I began doing “skunkworks” projects [or quick projects developed by small groups of people] in [a] spare bedroom. I would show them to somebody and they would find it interesting. I kept iterating. Finally, I had something that could be used. Apple was the primary catalyst. In my sabbatical year, I decided that I was going to continue in my academic role and kill this project or I was going to give up academia and start a company. I had to do one thing or the other.
India Knowledge@Wharton: How have your roots played a part in that story?
Srinivasan: One is problem-solving. My path through my professional career — and even through school — was somewhat skewed toward problem-solving. I always had an opportunity to solve difficult problems. I used to work for Union Carbide in India, where there were lots of challenging problems. I was also determined to make things work. When I started eCredit, the credit managers of many companies didn’t believe that our vision of creating a knowledge-based application would ever happen.
In India, we had to work with very little. I grew up in a middle-class family. In school, I used to play badminton — I still do. We didn’t have any courts, so we created our own court. We just invented what we didn’t have. I’m sure there are hundreds of thousands of millions of stories like this. For me, at a minimum, it created a sense of confidence and determination.
[Then there’s] repetition. My kids have gone through school in the U.S. and I see a lot of benefits in their education. They are growing up to be well rounded and wanting to learn. When I was growing up, we were never encouraged to ask “Why?” In fact, I was punished in class if I did. One benefit of that system, however, is that it instills high levels of concentration. All I did was repetition. I remember spending two hours after school every day solving math problems. That’s it. That’s all we did. We solved math and accounting problems and we were timed. Such repetition sharpens your focus and concentration. We had no alternative.
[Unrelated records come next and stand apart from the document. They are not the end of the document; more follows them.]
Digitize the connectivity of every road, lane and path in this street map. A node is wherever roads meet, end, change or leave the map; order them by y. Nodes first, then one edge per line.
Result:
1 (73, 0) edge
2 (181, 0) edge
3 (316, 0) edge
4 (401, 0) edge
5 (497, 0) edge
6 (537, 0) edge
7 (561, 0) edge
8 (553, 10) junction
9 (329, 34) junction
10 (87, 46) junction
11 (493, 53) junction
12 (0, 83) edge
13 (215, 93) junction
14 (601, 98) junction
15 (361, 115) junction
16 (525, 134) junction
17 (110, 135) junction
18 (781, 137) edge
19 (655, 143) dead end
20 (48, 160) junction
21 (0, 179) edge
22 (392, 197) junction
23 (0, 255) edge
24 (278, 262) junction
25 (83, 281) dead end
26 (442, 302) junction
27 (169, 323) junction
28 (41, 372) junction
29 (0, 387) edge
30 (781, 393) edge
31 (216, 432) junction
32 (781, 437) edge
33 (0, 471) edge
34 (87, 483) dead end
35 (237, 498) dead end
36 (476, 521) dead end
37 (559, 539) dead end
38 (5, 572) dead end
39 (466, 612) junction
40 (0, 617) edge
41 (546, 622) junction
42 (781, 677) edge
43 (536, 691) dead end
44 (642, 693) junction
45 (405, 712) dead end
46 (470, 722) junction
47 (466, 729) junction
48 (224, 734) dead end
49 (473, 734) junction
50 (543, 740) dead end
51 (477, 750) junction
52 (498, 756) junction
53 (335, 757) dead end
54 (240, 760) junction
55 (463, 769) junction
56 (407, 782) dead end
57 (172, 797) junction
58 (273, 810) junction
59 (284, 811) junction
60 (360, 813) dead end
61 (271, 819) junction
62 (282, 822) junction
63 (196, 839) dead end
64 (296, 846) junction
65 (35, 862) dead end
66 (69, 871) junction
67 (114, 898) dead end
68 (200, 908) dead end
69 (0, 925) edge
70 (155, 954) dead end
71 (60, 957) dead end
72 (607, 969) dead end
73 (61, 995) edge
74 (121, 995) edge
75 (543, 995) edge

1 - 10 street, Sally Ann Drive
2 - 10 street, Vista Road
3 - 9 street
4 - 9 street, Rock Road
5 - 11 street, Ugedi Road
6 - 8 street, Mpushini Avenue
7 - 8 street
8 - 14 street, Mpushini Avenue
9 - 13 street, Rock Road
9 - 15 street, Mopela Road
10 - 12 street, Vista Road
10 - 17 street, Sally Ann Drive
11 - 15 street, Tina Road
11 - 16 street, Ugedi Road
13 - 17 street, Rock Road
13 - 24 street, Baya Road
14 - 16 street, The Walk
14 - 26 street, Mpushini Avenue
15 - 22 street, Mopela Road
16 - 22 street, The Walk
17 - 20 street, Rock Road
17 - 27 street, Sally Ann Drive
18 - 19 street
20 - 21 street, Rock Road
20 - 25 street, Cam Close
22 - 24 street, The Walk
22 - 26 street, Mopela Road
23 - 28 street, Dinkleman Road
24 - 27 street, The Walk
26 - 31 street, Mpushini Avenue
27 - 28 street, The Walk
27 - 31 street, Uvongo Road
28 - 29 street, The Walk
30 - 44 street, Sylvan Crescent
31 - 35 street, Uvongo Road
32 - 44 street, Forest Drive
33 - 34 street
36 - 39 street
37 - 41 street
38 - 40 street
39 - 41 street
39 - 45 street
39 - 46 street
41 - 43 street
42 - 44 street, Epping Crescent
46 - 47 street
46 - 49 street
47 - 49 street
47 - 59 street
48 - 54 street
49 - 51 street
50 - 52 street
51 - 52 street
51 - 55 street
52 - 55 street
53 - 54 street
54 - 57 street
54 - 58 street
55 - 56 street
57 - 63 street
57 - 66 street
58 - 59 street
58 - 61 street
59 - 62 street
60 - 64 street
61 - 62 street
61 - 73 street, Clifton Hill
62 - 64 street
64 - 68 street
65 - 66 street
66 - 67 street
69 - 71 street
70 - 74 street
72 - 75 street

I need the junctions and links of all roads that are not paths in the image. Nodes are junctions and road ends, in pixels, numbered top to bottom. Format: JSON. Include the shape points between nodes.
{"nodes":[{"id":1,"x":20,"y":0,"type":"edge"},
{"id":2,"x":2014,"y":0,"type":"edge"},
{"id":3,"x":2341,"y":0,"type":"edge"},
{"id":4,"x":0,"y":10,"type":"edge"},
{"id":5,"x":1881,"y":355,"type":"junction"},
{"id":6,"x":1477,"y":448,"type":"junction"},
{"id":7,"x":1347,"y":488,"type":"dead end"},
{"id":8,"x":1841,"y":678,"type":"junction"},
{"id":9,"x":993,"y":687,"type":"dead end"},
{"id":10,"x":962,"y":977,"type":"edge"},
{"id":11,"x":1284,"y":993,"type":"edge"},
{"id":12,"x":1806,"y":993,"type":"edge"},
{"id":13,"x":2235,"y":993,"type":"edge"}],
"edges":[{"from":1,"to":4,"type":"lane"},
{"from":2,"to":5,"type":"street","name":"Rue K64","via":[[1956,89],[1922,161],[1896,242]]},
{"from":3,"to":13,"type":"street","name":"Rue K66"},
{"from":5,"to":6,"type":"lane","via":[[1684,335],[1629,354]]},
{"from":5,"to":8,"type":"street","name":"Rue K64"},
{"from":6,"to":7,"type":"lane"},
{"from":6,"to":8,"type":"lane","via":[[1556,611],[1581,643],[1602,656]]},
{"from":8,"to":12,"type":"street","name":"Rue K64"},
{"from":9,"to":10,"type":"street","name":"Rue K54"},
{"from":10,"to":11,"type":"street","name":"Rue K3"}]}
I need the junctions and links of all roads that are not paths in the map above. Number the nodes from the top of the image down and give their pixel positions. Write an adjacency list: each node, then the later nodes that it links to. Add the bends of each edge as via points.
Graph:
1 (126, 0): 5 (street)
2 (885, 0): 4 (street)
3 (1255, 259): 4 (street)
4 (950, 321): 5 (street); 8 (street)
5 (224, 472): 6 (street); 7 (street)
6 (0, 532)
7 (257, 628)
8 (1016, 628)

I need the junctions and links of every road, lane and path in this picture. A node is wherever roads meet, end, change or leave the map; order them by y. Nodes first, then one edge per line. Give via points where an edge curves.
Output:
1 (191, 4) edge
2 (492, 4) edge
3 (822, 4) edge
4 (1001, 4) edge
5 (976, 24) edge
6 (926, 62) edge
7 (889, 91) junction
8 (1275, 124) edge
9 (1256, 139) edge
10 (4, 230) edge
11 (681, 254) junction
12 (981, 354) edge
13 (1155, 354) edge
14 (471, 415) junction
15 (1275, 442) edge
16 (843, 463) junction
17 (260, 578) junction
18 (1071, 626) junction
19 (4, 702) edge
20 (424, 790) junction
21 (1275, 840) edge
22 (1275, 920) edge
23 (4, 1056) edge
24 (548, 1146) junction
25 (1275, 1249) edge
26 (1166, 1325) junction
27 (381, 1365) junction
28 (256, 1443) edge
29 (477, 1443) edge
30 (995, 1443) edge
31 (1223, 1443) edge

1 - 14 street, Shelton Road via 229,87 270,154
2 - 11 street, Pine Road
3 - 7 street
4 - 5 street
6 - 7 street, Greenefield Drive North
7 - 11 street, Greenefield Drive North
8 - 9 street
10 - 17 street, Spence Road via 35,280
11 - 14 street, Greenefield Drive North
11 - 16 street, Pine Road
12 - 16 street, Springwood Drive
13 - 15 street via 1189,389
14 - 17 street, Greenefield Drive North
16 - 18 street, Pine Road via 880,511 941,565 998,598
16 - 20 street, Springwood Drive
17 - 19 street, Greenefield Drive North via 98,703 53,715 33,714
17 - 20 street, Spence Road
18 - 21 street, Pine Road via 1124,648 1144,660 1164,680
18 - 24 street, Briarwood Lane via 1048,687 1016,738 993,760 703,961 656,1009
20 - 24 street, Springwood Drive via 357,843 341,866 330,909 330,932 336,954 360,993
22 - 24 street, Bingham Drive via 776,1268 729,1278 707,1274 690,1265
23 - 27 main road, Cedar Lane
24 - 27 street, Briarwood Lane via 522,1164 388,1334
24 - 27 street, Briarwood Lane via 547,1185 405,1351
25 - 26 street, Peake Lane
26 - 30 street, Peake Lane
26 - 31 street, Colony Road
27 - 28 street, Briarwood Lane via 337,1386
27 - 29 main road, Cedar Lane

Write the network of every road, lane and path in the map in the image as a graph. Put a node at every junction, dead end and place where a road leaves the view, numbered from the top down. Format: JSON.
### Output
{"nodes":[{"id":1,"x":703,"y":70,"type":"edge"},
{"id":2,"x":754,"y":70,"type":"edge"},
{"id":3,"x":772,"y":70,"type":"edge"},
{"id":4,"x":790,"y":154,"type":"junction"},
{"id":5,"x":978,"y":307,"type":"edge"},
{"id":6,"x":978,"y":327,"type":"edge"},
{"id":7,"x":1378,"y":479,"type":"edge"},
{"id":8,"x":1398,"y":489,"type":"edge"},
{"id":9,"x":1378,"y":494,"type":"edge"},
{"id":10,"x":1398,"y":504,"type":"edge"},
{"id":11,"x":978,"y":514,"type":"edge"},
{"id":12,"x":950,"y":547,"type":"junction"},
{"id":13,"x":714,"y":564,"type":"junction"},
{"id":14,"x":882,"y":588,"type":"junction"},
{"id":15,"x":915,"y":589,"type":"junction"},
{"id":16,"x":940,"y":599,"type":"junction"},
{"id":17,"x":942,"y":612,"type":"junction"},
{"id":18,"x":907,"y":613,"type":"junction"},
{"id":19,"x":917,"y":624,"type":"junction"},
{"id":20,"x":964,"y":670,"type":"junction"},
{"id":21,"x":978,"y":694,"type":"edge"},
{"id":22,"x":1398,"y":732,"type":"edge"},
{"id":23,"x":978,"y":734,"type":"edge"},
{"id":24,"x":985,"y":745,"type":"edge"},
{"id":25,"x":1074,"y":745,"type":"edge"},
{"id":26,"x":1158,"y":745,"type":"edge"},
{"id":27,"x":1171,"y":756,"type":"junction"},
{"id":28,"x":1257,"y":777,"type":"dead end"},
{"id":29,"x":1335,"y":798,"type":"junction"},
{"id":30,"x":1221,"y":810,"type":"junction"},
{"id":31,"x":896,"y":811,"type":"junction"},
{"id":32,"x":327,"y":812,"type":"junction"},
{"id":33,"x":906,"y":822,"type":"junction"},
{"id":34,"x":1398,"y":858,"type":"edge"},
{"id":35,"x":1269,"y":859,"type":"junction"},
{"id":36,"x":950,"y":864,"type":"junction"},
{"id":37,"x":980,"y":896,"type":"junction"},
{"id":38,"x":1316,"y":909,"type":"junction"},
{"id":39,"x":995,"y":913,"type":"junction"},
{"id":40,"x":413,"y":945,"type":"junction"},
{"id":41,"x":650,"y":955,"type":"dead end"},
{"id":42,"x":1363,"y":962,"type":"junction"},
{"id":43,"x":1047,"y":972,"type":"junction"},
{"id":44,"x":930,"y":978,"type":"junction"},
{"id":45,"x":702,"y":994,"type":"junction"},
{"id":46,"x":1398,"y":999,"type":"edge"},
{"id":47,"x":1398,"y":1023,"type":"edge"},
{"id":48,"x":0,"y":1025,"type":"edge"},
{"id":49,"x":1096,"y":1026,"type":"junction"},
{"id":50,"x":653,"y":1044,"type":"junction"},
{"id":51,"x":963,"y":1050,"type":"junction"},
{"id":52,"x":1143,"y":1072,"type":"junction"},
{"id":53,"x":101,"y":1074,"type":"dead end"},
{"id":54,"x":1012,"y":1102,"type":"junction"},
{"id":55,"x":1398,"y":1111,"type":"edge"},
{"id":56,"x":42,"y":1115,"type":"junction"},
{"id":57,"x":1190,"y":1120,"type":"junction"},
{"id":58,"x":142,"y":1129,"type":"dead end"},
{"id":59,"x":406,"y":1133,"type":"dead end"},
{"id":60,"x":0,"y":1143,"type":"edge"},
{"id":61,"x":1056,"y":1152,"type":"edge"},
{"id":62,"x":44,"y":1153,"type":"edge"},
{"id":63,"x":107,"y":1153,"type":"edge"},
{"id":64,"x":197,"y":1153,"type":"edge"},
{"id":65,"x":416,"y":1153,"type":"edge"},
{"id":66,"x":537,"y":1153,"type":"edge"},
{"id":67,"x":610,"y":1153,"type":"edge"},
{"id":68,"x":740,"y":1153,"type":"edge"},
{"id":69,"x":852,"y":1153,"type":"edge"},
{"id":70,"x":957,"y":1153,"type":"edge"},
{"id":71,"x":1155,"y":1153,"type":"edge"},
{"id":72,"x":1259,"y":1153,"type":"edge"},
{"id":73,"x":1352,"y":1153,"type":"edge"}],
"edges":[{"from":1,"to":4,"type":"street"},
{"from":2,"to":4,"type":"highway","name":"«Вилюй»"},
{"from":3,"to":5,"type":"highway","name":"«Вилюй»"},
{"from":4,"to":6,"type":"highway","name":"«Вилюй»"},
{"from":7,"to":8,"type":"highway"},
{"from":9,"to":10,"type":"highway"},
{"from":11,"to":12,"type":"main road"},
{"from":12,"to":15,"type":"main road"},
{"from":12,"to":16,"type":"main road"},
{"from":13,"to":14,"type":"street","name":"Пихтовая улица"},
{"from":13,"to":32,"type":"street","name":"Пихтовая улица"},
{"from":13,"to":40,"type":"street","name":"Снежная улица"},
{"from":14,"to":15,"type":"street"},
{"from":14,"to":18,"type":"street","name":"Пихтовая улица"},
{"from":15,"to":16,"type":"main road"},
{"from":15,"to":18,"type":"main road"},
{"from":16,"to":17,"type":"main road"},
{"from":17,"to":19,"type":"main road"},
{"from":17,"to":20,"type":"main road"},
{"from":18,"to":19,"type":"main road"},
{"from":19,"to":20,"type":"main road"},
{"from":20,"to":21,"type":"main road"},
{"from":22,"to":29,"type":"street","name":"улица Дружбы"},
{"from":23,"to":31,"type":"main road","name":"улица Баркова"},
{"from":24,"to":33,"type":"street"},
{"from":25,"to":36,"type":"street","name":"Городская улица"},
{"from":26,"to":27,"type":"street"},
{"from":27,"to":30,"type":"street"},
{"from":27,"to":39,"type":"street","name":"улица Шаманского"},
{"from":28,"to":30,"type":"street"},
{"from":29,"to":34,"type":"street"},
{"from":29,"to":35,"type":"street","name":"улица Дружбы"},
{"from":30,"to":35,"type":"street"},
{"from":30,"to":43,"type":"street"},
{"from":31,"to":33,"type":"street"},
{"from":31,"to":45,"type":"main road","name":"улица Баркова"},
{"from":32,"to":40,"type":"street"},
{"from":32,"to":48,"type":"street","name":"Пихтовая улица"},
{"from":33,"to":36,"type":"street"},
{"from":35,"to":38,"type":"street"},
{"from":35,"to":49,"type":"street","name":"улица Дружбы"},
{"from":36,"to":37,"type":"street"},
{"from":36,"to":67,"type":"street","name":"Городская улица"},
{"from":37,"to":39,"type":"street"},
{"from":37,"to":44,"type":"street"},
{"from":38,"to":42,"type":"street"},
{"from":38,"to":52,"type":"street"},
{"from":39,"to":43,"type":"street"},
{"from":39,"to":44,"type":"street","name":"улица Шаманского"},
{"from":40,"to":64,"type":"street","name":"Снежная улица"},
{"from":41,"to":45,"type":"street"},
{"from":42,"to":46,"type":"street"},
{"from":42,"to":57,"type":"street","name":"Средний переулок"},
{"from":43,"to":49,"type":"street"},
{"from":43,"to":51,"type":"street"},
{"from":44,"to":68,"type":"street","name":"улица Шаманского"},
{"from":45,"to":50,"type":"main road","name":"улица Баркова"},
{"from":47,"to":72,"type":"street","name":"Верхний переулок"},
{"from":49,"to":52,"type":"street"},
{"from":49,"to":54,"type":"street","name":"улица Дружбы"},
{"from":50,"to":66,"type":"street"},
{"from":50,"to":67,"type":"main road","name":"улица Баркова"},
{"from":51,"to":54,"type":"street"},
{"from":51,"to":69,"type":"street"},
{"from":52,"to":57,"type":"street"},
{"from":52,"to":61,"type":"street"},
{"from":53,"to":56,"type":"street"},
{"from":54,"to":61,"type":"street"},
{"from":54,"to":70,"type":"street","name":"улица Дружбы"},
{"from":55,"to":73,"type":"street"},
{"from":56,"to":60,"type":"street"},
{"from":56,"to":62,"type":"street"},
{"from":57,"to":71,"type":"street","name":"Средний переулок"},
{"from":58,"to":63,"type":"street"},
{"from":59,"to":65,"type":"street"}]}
India Knowledge@Wharton: How have you been able to interact with the Indian diaspora in the Boston community?
Srinivasan: Two things have helped. One is the Indian diaspora and the other is Bain. Both groups have always encouraged me. I have known Bain for almost 20 years, back when it was a very small firm. In the Indian diaspora, I have lots of friends and I am on the board of TiE-Boston [a global non-profit promoting entreprenurship]…. I’m very involved with TiE Boston, and we mentor young entrepreneurs [and] I’m involved with the American India Foundation. We support Indian [non-governmental organizations] on a large scale. AIF is more about giving back to India whereas TiE is more local.